== THE DATA

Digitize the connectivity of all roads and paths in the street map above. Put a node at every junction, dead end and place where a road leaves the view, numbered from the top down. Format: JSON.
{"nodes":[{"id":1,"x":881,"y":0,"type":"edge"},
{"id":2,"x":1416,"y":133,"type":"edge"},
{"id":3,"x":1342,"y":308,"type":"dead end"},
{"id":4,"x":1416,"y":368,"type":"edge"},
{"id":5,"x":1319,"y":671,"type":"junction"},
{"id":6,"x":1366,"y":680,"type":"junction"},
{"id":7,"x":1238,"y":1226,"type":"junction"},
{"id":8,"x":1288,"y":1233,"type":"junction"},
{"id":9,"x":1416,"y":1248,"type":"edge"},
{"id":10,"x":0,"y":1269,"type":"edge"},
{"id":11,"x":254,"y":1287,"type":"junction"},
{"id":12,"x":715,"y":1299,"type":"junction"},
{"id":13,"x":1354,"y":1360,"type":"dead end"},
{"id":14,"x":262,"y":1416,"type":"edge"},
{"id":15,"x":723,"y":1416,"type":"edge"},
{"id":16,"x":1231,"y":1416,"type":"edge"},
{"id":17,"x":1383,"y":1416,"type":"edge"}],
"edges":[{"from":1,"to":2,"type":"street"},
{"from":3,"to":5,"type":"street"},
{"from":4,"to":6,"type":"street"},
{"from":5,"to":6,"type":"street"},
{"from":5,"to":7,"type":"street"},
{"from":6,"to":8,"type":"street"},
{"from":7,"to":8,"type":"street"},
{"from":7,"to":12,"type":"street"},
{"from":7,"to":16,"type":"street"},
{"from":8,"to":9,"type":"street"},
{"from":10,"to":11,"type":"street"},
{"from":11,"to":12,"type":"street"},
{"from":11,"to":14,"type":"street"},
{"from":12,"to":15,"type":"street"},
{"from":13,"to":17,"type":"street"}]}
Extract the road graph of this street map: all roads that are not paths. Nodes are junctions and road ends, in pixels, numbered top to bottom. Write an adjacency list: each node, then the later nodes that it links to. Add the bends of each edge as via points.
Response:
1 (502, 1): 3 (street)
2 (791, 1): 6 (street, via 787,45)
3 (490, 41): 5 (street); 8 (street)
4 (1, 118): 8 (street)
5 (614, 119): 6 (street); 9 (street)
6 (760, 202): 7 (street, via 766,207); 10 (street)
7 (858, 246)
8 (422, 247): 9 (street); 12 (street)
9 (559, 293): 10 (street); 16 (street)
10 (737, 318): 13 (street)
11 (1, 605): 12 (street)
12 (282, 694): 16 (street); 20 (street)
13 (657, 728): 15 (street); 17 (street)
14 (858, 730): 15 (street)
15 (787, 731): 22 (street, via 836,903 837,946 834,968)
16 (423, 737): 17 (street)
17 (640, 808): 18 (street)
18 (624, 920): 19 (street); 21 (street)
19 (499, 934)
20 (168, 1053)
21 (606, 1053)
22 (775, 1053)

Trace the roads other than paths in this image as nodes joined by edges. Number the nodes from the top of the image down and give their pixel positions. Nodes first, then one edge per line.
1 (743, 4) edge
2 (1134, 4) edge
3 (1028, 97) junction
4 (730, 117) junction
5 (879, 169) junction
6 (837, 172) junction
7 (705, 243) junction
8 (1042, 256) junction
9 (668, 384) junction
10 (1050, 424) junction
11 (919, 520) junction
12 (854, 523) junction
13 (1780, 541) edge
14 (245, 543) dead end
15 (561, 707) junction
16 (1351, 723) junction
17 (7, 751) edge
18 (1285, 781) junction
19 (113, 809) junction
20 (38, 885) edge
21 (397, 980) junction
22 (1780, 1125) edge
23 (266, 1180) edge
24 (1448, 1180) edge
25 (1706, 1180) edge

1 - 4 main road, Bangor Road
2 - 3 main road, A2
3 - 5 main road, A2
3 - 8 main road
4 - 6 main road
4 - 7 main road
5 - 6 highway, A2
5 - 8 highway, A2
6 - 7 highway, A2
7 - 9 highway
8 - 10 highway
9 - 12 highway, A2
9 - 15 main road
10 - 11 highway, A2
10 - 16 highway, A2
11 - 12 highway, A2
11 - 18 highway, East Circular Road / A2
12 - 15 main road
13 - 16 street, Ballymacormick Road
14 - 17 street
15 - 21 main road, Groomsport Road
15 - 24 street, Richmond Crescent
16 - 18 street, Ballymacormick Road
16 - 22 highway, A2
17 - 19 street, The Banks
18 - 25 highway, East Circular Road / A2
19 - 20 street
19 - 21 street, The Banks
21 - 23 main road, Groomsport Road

====

### EXERCISE
Would you repeat each of the lines above exactly?

### RESPONSE AREA
Digitize the connectivity of all roads and paths in the street map above. Put a node at every junction, dead end and place where a road leaves the view, numbered from the top down. Format: JSON.
{"nodes":[{"id":1,"x":881,"y":0,"type":"edge"},
{"id":2,"x":1416,"y":133,"type":"edge"},
{"id":3,"x":1342,"y":308,"type":"dead end"},
{"id":4,"x":1416,"y":368,"type":"edge"},
{"id":5,"x":1319,"y":671,"type":"junction"},
{"id":6,"x":1366,"y":680,"type":"junction"},
{"id":7,"x":1238,"y":1226,"type":"junction"},
{"id":8,"x":1288,"y":1233,"type":"junction"},
{"id":9,"x":1416,"y":1248,"type":"edge"},
{"id":10,"x":0,"y":1269,"type":"edge"},
{"id":11,"x":254,"y":1287,"type":"junction"},
{"id":12,"x":715,"y":1299,"type":"junction"},
{"id":13,"x":1354,"y":1360,"type":"dead end"},
{"id":14,"x":262,"y":1416,"type":"edge"},
{"id":15,"x":723,"y":1416,"type":"edge"},
{"id":16,"x":1231,"y":1416,"type":"edge"},
{"id":17,"x":1383,"y":1416,"type":"edge"}],
"edges":[{"from":1,"to":2,"type":"street"},
{"from":3,"to":5,"type":"street"},
{"from":4,"to":6,"type":"street"},
{"from":5,"to":6,"type":"street"},
{"from":5,"to":7,"type":"street"},
{"from":6,"to":8,"type":"street"},
{"from":7,"to":8,"type":"street"},
{"from":7,"to":12,"type":"street"},
{"from":7,"to":16,"type":"street"},
{"from":8,"to":9,"type":"street"},
{"from":10,"to":11,"type":"street"},
{"from":11,"to":12,"type":"street"},
{"from":11,"to":14,"type":"street"},
{"from":12,"to":15,"type":"street"},
{"from":13,"to":17,"type":"street"}]}
Extract the road graph of this street map: all roads that are not paths. Nodes are junctions and road ends, in pixels, numbered top to bottom. Write an adjacency list: each node, then the later nodes that it links to. Add the bends of each edge as via points.
Response:
1 (502, 1): 3 (street)
2 (791, 1): 6 (street, via 787,45)
3 (490, 41): 5 (street); 8 (street)
4 (1, 118): 8 (street)
5 (614, 119): 6 (street); 9 (street)
6 (760, 202): 7 (street, via 766,207); 10 (street)
7 (858, 246)
8 (422, 247): 9 (street); 12 (street)
9 (559, 293): 10 (street); 16 (street)
10 (737, 318): 13 (street)
11 (1, 605): 12 (street)
12 (282, 694): 16 (street); 20 (street)
13 (657, 728): 15 (street); 17 (street)
14 (858, 730): 15 (street)
15 (787, 731): 22 (street, via 836,903 837,946 834,968)
16 (423, 737): 17 (street)
17 (640, 808): 18 (street)
18 (624, 920): 19 (street); 21 (street)
19 (499, 934)
20 (168, 1053)
21 (606, 1053)
22 (775, 1053)

Trace the roads other than paths in this image as nodes joined by edges. Number the nodes from the top of the image down and give their pixel positions. Nodes first, then one edge per line.
1 (743, 4) edge
2 (1134, 4) edge
3 (1028, 97) junction
4 (730, 117) junction
5 (879, 169) junction
6 (837, 172) junction
7 (705, 243) junction
8 (1042, 256) junction
9 (668, 384) junction
10 (1050, 424) junction
11 (919, 520) junction
12 (854, 523) junction
13 (1780, 541) edge
14 (245, 543) dead end
15 (561, 707) junction
16 (1351, 723) junction
17 (7, 751) edge
18 (1285, 781) junction
19 (113, 809) junction
20 (38, 885) edge
21 (397, 980) junction
22 (1780, 1125) edge
23 (266, 1180) edge
24 (1448, 1180) edge
25 (1706, 1180) edge

1 - 4 main road, Bangor Road
2 - 3 main road, A2
3 - 5 main road, A2
3 - 8 main road
4 - 6 main road
4 - 7 main road
5 - 6 highway, A2
5 - 8 highway, A2
6 - 7 highway, A2
7 - 9 highway
8 - 10 highway
9 - 12 highway, A2
9 - 15 main road
10 - 11 highway, A2
10 - 16 highway, A2
11 - 12 highway, A2
11 - 18 highway, East Circular Road / A2
12 - 15 main road
13 - 16 street, Ballymacormick Road
14 - 17 street
15 - 21 main road, Groomsport Road
15 - 24 street, Richmond Crescent
16 - 18 street, Ballymacormick Road
16 - 22 highway, A2
17 - 19 street, The Banks
18 - 25 highway, East Circular Road / A2
19 - 20 street
19 - 21 street, The Banks
21 - 23 main road, Groomsport Road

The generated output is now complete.